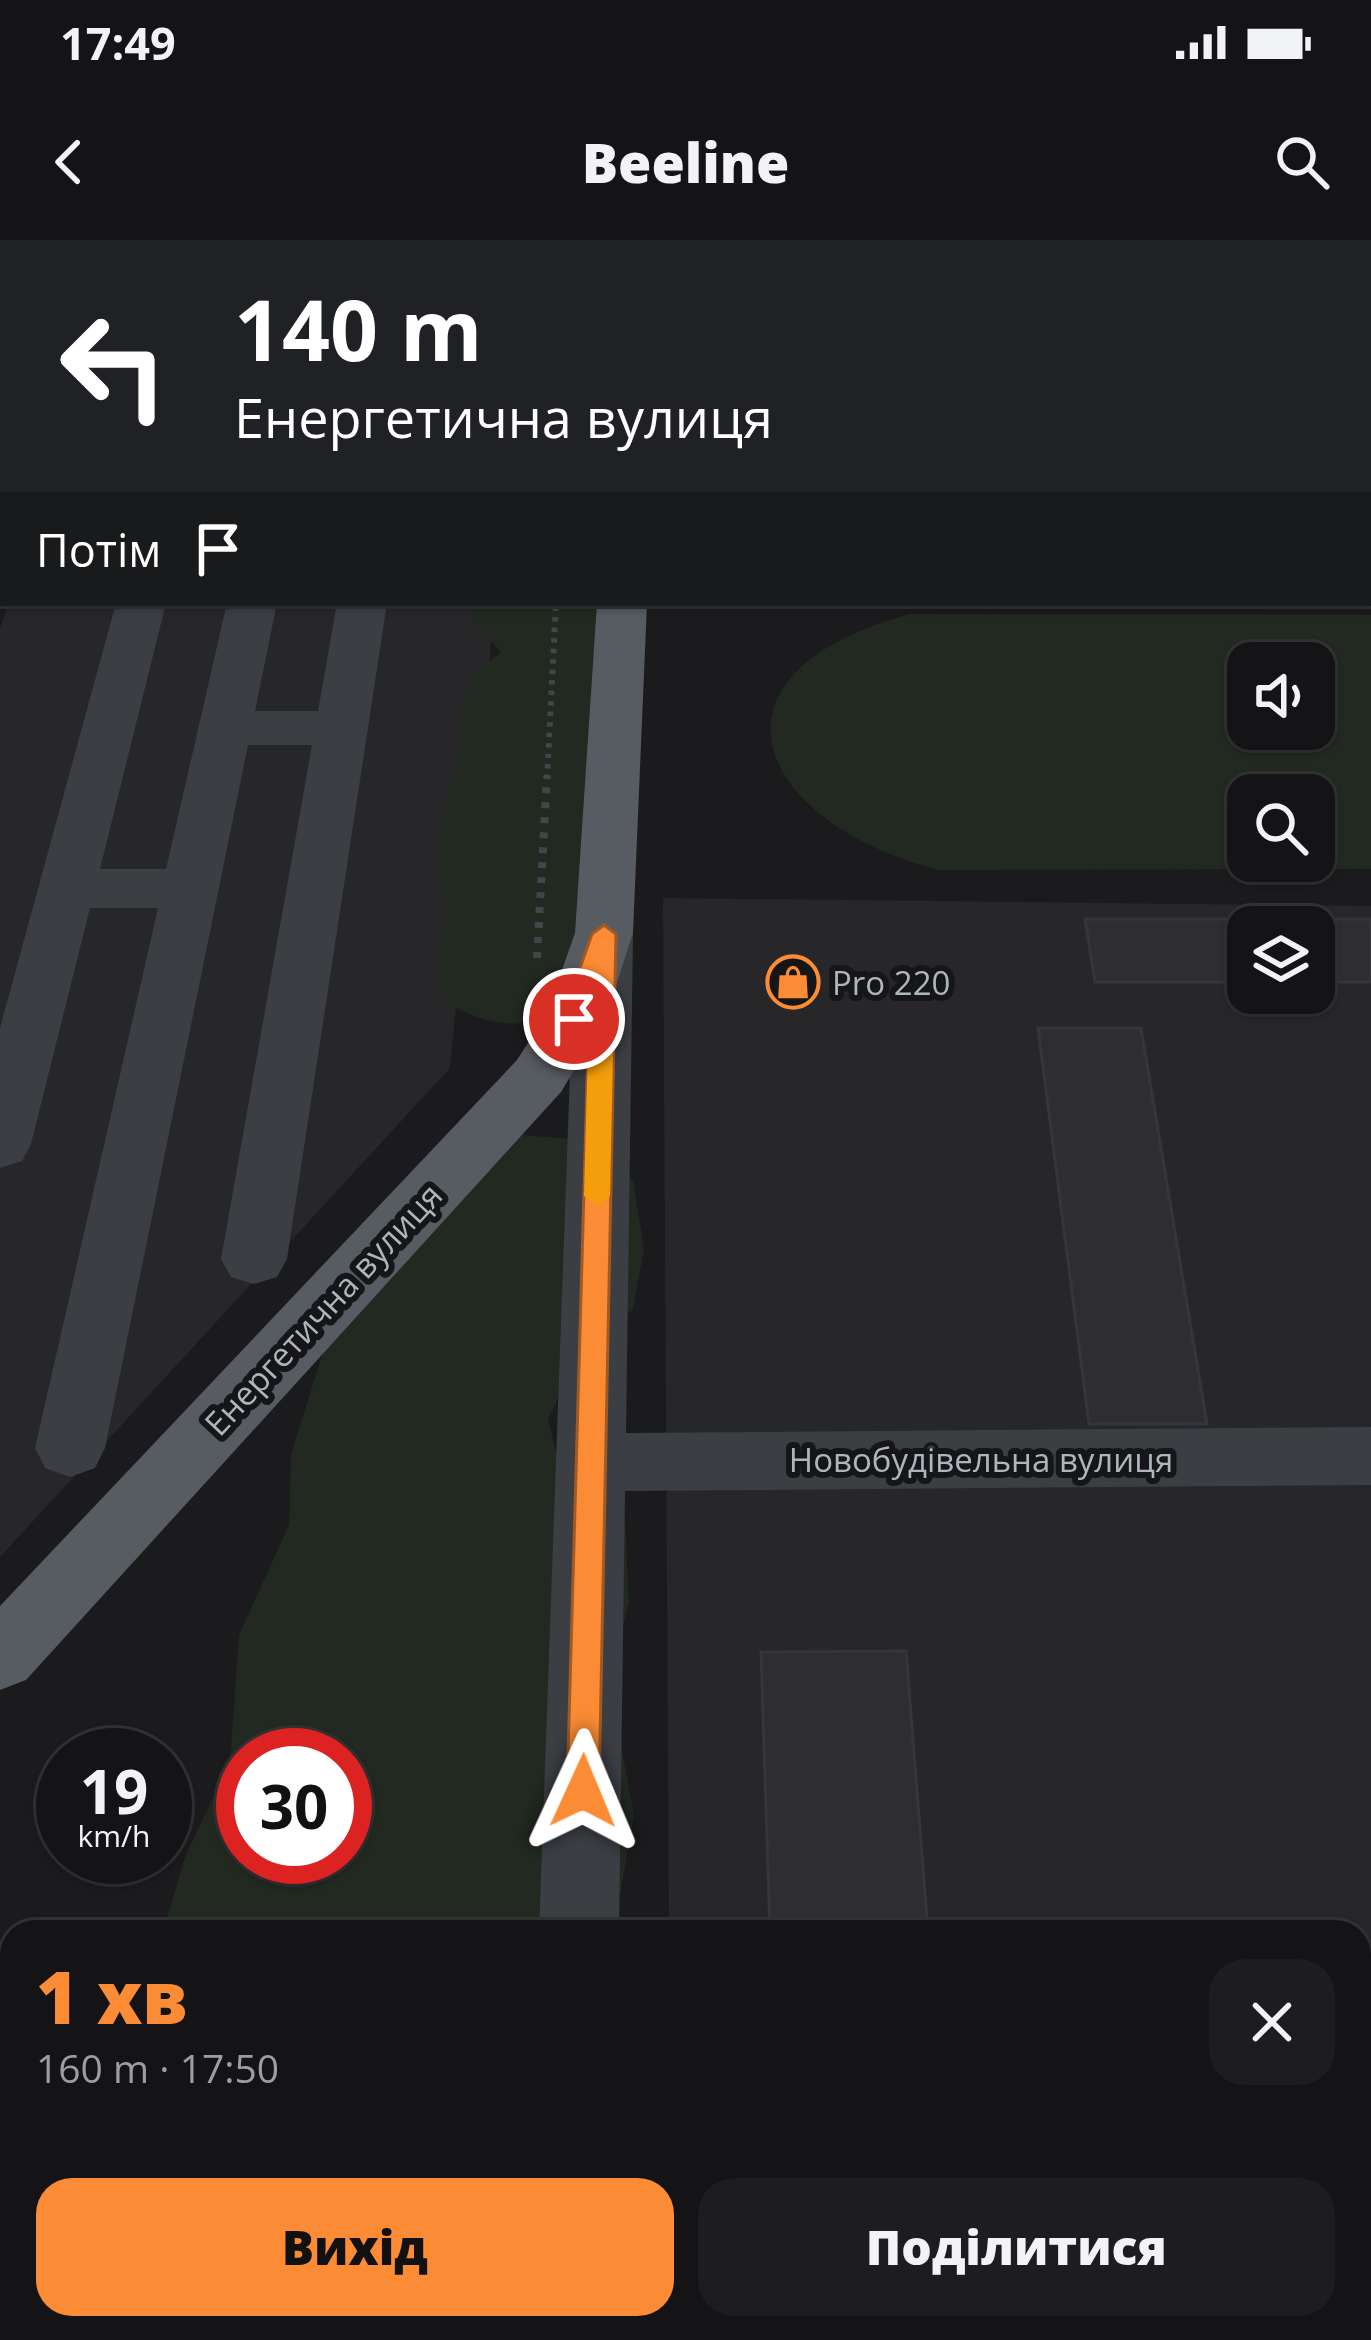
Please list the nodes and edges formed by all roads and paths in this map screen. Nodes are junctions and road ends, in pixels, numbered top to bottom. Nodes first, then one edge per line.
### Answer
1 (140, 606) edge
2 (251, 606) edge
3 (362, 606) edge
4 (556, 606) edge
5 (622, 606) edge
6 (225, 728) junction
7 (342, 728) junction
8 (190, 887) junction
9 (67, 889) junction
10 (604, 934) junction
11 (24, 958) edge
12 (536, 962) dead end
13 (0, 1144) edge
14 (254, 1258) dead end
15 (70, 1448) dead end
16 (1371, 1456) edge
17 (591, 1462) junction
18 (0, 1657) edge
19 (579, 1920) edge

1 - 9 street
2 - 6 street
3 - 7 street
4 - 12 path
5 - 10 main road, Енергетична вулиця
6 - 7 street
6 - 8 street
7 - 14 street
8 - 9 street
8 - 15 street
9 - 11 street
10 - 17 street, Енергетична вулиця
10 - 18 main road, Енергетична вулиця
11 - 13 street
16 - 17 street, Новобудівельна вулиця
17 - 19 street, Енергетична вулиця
==
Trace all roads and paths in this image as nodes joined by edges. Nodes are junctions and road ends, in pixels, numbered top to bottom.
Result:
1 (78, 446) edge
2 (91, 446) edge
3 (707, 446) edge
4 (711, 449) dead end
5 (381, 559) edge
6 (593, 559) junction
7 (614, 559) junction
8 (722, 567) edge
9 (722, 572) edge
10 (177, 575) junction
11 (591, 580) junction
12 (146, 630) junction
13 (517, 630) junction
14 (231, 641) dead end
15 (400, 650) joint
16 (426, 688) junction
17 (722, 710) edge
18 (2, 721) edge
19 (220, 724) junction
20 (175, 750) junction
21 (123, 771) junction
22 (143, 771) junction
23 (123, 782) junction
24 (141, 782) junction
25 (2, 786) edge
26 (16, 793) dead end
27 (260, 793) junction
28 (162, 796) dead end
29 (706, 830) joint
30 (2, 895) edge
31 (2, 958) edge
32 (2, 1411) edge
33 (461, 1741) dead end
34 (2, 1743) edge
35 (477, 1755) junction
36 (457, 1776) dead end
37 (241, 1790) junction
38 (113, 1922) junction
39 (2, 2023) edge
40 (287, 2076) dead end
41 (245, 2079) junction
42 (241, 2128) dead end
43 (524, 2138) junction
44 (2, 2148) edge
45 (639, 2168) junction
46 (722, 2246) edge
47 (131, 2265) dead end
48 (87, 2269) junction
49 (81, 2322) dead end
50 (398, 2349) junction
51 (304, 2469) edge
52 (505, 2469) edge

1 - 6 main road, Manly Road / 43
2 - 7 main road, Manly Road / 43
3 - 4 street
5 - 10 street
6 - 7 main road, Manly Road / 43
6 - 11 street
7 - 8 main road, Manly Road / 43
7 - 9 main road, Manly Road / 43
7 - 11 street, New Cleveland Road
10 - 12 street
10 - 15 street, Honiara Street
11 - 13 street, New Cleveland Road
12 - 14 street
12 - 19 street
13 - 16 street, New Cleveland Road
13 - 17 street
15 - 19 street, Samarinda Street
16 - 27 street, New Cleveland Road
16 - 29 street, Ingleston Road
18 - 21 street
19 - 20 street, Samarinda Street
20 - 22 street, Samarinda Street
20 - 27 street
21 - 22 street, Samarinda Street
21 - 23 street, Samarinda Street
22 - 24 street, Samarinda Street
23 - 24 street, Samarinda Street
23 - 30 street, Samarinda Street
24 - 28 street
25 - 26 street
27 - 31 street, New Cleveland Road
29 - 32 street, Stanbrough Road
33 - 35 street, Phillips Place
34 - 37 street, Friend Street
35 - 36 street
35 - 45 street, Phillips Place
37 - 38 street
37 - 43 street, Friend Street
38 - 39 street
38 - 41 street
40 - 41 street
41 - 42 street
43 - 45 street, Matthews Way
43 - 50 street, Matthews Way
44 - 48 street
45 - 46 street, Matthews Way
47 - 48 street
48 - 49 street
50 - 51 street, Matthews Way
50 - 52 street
==
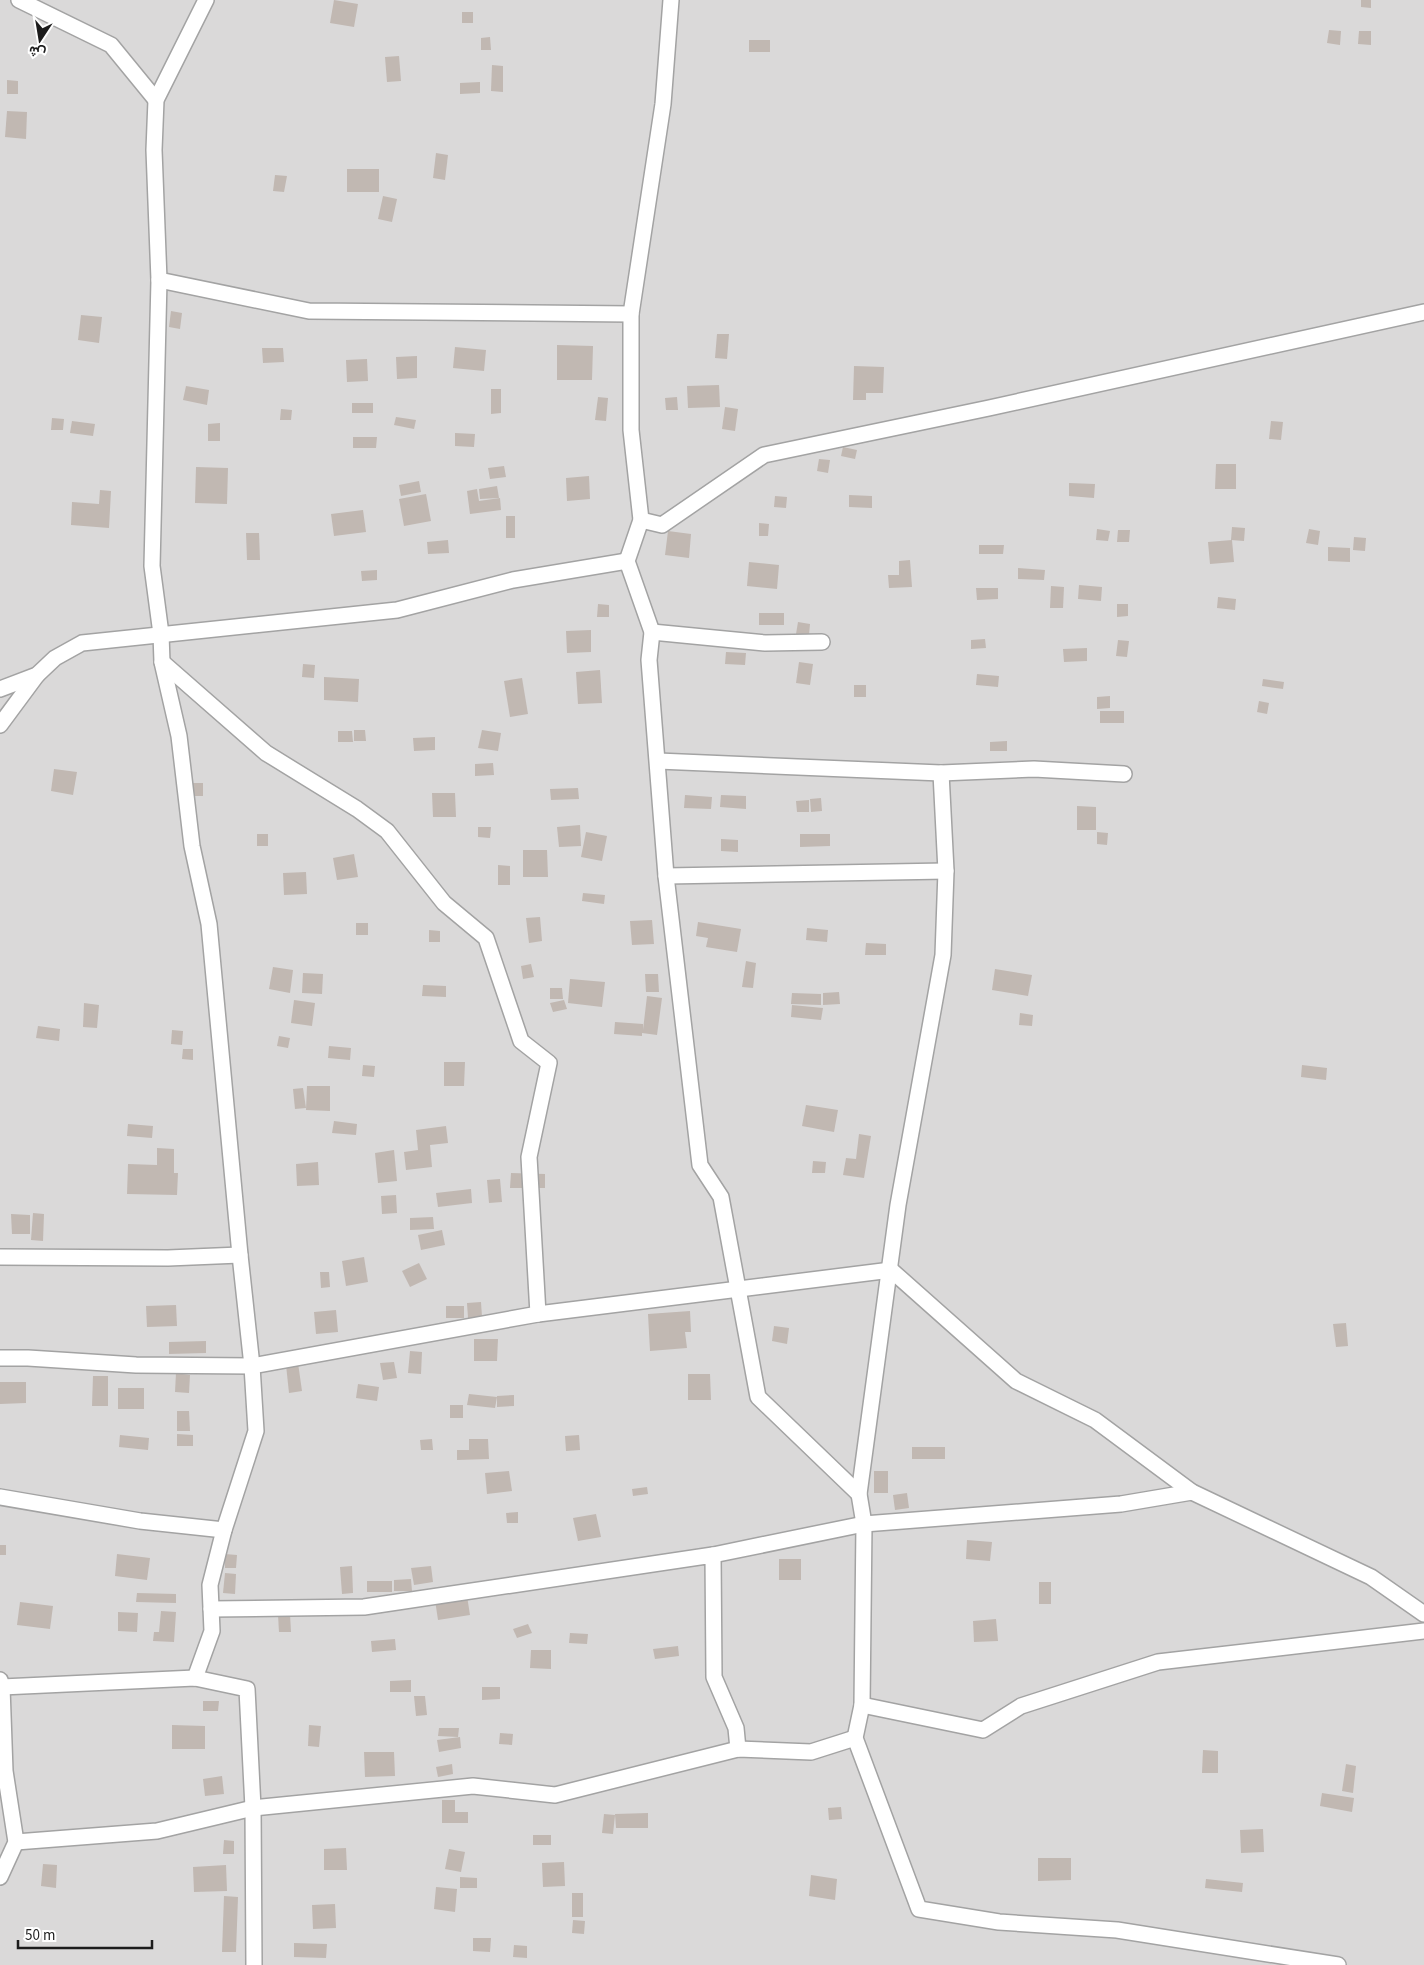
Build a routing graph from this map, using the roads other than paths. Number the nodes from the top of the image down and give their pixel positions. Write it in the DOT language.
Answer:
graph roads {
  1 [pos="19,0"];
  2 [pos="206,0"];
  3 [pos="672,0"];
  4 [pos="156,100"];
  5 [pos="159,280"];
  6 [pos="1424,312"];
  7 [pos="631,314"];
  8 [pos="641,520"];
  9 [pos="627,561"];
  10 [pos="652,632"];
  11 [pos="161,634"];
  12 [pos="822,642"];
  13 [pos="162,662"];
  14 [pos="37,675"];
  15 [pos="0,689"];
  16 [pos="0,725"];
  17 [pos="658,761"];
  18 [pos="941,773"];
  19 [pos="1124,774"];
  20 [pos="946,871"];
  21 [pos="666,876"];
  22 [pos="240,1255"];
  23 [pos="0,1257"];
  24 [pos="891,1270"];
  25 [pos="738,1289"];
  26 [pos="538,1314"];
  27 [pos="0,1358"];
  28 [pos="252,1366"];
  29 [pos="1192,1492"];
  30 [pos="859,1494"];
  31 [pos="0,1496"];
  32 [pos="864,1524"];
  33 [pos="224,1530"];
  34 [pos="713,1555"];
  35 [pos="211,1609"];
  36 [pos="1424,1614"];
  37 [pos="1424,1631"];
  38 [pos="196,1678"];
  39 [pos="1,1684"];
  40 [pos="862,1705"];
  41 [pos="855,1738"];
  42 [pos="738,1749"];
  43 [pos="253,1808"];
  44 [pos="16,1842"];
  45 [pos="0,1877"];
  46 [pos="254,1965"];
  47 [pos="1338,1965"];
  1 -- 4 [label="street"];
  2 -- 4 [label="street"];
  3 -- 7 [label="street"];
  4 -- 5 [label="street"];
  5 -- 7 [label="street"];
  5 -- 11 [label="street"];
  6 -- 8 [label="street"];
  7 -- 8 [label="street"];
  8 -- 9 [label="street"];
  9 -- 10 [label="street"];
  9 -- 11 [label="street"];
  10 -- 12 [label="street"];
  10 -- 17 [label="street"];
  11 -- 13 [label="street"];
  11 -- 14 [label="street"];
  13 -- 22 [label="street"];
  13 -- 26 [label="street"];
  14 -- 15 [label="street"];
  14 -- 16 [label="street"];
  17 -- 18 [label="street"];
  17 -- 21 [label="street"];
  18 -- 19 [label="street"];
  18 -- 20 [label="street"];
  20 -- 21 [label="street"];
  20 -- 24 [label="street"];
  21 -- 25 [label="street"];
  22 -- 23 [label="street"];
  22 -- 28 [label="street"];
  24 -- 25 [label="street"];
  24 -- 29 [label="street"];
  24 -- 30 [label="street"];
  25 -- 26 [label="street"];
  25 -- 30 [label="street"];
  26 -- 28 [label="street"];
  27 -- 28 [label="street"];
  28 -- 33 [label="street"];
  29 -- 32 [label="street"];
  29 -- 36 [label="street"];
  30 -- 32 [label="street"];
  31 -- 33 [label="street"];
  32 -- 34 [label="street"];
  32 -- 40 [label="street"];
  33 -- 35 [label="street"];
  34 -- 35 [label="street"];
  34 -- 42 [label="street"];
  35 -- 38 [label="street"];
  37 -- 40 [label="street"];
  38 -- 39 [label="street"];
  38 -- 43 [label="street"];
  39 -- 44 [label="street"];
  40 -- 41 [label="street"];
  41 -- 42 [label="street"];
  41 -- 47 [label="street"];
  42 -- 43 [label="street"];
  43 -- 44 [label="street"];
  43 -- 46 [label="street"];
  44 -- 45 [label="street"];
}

• Problem description
In the material above, find the lines that contain "junctions" and show them.

• Task answer
Please list the nodes and edges formed by all roads and paths in this map screen. Nodes are junctions and road ends, in pixels, numbered top to bottom. Nodes first, then one edge per line.
Trace all roads and paths in this image as nodes joined by edges. Nodes are junctions and road ends, in pixels, numbered top to bottom.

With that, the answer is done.